Barriers. The plan identifies barriers to community integration, such as lack of public education about options, affordable and accessible housing, assistance in the transition process, adequate supports in the community, and enough competent and adequately compensated workers to provide the supports. It also discusses federal restrictions that act as barriers, such as the Medicaid program's institutional bias.
Action Steps. The plan recommends numerous "action steps" for removing the barriers to community integration, including plans for transitioning people from institutions to the community, housing, supports, and community connections. Implementation of the action steps is currently being overseen by the Long-Term Care Planning Committee. The transitions steps include developing a system to identify institutionalized people who want to live in the community, reviewing guardianship and conservator laws to make them consistent with independent living, educating transitioning individuals about the value of working with a peer who has already made a successful transition, exploring the possibility of developing a peer support network for transitioning people, and educating people that relying completely on paid support staff will still leave them vulnerable and about the importance of developing informal support networks. The housing steps include investigating how to improve reporting of accessible units to the Connecticut Accessible Housing Registry; educating architects, builders, and other housing professionals about accessibility; convening a task force to review fire safety and building codes; exploring tax incentives to encourage new homes and renovations to meet accessibility standards; and encouraging housing authorities to obtain federal Section 8 housing certificates for people with disabilities and ensure that they are distributed to eligible people.
The support steps include creating a strategic marketing plan to recruit personal assistants and personal managers for permanent and backup employment and a coordinated information source for backup personal assistants, encouraging the "community team" that helps the person transition to continue its involvement for up to a year after the move, working with the Department of Labor to develop programs to inform displaced workers and Bureau of Rehabilitation Services clients about personal assistance as a career, developing optional training programs for support staff for people with disabilities and training for people with disabilities who employ personal assistants, educating the public about Department of Transportation services and how to access them, and analyzing the fiscal impact of providing a state income tax deduction for medical services. The community connections steps include distributing materials the Nursing Facility Transition Grant project develops; developing training for people to become "bridge builders," who introduce the transitioning people to other community members; and assuring that translators, interpreters for the deaf, and other skilled communicators are available to provide information and assistance.
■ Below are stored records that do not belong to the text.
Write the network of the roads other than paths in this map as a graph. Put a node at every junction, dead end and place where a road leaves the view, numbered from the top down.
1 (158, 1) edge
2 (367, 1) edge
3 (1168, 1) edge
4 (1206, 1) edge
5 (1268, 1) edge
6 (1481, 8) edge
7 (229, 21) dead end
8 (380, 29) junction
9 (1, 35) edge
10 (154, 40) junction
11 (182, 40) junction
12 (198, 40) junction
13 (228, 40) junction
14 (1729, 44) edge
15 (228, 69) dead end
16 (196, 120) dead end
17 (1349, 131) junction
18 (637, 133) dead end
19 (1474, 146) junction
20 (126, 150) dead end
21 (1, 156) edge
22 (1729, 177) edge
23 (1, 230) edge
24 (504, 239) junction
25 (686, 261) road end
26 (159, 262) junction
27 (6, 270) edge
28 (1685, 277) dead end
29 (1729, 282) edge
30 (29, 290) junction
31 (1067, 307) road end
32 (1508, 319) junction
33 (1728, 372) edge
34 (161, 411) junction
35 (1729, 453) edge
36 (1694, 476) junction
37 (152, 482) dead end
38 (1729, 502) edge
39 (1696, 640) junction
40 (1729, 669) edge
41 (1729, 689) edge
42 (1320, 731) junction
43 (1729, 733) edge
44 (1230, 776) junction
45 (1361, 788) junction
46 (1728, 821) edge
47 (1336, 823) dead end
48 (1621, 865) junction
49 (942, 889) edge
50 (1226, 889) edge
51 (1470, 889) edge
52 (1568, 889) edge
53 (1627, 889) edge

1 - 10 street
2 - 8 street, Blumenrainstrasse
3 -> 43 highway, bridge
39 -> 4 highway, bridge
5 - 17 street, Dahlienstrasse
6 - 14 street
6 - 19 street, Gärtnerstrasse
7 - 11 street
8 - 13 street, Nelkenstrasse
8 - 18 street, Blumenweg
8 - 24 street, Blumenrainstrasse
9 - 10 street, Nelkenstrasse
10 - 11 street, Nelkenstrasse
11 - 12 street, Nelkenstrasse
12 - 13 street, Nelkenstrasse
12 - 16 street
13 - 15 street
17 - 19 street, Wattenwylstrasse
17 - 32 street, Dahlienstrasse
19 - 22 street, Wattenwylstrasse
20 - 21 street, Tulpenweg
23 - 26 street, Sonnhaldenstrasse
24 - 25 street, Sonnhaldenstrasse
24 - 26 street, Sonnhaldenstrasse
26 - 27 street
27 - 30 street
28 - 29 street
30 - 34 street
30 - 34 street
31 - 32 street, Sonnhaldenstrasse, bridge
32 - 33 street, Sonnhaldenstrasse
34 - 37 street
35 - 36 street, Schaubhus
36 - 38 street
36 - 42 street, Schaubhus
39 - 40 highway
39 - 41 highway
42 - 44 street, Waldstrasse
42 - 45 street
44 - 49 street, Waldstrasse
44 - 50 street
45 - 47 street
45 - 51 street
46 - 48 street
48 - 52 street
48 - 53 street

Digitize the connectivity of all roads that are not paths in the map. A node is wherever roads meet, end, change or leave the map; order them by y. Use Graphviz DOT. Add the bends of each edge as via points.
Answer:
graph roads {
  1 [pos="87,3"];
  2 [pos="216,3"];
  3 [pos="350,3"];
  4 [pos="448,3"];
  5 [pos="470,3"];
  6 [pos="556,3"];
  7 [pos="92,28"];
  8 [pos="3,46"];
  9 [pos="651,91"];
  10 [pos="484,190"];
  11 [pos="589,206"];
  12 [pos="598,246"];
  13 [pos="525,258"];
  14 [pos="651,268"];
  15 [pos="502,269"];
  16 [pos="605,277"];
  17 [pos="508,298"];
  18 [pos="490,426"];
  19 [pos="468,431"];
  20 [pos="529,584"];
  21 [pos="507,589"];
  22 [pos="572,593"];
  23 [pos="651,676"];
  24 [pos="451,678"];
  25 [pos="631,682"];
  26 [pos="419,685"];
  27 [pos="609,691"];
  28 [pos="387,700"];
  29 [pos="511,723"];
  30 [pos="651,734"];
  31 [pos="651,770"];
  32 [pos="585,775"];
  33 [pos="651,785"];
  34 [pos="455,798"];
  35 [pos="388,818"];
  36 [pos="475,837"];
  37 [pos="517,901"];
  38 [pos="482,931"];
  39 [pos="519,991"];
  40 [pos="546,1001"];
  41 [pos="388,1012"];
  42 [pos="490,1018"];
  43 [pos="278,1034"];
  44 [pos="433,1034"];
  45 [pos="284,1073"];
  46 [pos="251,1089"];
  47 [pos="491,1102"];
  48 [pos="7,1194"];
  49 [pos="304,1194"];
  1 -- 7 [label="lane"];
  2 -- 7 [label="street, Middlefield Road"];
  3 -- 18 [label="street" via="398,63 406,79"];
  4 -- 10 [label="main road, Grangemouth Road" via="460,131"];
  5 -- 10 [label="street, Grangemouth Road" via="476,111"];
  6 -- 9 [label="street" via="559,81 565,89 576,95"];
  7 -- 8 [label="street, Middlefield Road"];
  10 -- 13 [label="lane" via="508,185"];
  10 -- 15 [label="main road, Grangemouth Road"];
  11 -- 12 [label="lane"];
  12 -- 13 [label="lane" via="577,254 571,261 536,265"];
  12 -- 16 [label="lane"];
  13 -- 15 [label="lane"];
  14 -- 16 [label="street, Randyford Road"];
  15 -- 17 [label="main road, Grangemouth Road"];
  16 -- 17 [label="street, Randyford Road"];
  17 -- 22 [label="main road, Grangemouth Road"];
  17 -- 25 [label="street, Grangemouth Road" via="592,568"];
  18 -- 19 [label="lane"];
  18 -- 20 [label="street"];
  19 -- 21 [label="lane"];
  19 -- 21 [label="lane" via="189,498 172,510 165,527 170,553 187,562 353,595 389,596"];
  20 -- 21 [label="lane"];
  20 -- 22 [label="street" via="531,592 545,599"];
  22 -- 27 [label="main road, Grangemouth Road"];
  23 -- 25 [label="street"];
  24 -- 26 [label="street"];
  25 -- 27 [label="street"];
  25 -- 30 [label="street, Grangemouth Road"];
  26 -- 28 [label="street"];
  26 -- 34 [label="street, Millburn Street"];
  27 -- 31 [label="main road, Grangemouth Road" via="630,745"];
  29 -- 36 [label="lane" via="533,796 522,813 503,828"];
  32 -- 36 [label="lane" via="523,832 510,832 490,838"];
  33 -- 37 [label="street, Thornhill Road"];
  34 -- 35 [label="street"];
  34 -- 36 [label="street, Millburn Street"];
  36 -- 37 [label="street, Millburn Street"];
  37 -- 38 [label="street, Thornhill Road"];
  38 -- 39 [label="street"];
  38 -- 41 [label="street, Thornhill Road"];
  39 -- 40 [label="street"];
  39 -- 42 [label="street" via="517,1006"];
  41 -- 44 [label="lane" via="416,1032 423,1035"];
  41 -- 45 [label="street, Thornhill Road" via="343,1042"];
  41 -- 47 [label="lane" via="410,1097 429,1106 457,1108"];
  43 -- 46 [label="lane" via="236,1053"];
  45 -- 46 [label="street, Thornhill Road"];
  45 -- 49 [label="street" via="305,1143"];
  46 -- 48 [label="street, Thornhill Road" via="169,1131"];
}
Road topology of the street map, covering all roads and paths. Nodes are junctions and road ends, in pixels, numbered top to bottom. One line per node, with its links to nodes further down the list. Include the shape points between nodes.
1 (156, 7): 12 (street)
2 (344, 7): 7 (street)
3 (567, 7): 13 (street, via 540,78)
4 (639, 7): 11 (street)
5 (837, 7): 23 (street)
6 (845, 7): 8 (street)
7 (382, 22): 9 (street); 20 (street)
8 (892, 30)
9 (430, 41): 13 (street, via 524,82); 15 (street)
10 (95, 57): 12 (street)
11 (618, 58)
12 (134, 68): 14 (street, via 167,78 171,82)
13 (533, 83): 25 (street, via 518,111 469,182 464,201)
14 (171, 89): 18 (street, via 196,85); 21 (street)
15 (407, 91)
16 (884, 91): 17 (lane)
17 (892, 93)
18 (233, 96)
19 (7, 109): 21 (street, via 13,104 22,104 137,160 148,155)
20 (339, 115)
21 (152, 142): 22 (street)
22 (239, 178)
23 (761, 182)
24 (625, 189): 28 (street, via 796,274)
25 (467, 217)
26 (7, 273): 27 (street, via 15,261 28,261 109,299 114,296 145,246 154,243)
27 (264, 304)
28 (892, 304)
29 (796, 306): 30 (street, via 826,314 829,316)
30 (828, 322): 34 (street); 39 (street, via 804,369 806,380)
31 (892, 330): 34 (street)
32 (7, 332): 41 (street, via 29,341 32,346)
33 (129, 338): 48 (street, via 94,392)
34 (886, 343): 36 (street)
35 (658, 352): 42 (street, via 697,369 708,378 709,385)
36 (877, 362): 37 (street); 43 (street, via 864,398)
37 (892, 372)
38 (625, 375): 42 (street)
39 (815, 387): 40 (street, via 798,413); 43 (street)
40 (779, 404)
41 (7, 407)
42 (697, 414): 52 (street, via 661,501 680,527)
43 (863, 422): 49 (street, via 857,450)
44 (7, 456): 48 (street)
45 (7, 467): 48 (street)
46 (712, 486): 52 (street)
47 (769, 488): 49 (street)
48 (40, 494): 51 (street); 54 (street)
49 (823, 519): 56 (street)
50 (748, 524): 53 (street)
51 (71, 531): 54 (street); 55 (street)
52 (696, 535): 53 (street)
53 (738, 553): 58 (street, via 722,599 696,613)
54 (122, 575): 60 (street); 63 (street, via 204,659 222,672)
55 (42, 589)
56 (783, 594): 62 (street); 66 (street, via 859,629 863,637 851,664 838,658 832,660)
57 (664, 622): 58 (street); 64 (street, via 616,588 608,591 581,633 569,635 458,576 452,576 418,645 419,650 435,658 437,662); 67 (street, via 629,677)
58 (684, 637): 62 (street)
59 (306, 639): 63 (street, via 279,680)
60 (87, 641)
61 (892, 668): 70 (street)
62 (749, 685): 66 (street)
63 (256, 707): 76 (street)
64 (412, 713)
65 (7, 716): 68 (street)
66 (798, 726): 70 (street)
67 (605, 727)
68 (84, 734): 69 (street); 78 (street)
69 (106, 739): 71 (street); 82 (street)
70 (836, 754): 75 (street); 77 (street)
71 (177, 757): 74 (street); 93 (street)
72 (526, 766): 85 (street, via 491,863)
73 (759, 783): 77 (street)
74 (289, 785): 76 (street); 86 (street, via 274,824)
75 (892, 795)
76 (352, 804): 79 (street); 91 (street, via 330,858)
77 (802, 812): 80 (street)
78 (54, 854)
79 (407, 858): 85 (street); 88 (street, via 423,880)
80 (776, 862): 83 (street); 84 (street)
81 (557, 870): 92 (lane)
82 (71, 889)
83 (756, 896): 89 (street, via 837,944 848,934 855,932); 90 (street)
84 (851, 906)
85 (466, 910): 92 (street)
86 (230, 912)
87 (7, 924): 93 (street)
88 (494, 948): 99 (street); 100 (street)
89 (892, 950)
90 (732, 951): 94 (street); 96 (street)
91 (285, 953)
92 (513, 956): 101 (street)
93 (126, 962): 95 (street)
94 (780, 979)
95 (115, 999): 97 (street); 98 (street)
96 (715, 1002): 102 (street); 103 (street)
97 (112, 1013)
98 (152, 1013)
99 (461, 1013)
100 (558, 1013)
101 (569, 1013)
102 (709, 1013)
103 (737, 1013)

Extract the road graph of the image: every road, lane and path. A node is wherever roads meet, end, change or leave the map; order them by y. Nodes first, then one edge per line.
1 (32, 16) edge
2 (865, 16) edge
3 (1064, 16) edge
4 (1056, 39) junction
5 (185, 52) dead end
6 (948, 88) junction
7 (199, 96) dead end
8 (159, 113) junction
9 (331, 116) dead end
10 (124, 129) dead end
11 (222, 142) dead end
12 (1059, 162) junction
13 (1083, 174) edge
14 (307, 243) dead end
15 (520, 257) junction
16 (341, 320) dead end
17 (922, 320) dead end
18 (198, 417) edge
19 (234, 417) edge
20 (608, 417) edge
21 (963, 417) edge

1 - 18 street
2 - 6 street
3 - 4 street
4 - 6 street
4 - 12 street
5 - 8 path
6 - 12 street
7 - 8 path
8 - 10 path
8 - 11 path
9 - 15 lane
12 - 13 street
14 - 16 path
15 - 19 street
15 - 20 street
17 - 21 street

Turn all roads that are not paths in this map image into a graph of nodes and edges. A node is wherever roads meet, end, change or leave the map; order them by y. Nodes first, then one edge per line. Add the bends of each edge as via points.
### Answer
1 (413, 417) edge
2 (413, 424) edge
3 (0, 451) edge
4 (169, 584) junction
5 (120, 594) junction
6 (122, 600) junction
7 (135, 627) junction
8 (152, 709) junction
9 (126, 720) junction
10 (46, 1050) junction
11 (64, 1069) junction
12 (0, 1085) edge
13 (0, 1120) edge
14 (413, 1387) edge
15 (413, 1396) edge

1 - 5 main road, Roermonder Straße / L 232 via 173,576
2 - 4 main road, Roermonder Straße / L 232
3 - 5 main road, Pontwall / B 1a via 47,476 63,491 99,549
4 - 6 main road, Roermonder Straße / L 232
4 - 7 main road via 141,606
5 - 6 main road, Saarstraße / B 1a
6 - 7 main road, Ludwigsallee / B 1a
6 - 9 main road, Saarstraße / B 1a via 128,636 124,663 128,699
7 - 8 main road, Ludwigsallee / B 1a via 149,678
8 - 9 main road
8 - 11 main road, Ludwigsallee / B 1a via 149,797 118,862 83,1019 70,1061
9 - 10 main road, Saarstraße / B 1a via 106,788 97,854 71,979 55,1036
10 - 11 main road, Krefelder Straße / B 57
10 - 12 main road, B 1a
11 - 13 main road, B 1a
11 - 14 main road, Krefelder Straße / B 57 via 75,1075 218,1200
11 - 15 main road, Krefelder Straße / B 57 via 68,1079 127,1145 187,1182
Members' Supplementary Comments. Supplementary comments by certain members of the Task Force, issued along with the main report, generally approved of the report, but expressed concern that it did not go far enough. The comments pointed out a lack of longer term numerical targets (the plan contains only targets for the current biennium), as well as a lack of a timetable and designation of who is responsible for the action steps (the Long-Term Care Planning Committee subsequently took these measures). The supplementary comments provide some additional analysis of how consistent the final plan is with the Olmstead Coalition's position paper and emphasize a need for more description of specific strategies in the plan, including a timeline and measurable outcomes, as well as long-term, meaningful numerical targets for integrating additional people into the community.
OTHER STATES' OLMSTEAD RESPONSES
At least 42 states currently have or have had some sort of work group, task force, or commission to address the Olmstead deciaion, according to NCSL. At last count, NCSL found that 18 states had some kind of a completed report or plan (Arizona, Connecticut, Delaware, Georgia, Illinois, Indiana, Iowa, Kentucky, Maryland, Mississippi, Missouri, Montana, North Carolina, Ohio, South Carolina, Texas, Wisconsin, and Wyoming). Most states that have completed plans are still in the early stages of implementation, but the impact, though small so far, is incremental and will increase over a number of years as plan recommendations are phased in, according to NCSL. NCSL is in the process of contacting all the states to further update their progress. They expect to finish their survey in November 2002, after which, if you like, we can update and expand on this report.
Four states (Mississippi, Missouri, Ohio, and Texas), have plans that stand out, according to NCSL, because they have a clear vision for systems change, specific strategies and goals, agencies responsible for each strategy, timelines, and budgets. We describe each of these plans briefly below, based on NCSL's summaries and our own reading of the texts. (These are not necessarily the states that are furthest along in actually making the shift from institutions to community integration. )
Several states had already, on their own initiative, made extensive efforts to increase home- and community-based services even before Olmstead was decided, notably Oregon, Vermont, and Wisconsin. Oregon, for instance, has worked to reduce the number of people in nursing homes since 1981, by shifting its funding and emphasis from nursing homes to alternative care. The state makes home care the first choice for people who need long-term care, and provides intermediate options such as adult foster care homes, residential care facilities, and assisted living for people who cannot stay in their homes but do not need or do not want to be in a nursing home. It is often cited as a model for other states and has, over the long-term, readjusted its system so that only about 30% of its people in need of long-term care are in nursing homes and 70% receive long-term services at home or in alternative community settings. See earlier OLR Reports 98-R-1417, 98-R-1434, 99-R-0805, and 99-R-0891 for information on Oregon and Vermont, and 2000-R-0004 for a general discussion of long-term care planning groups in the states.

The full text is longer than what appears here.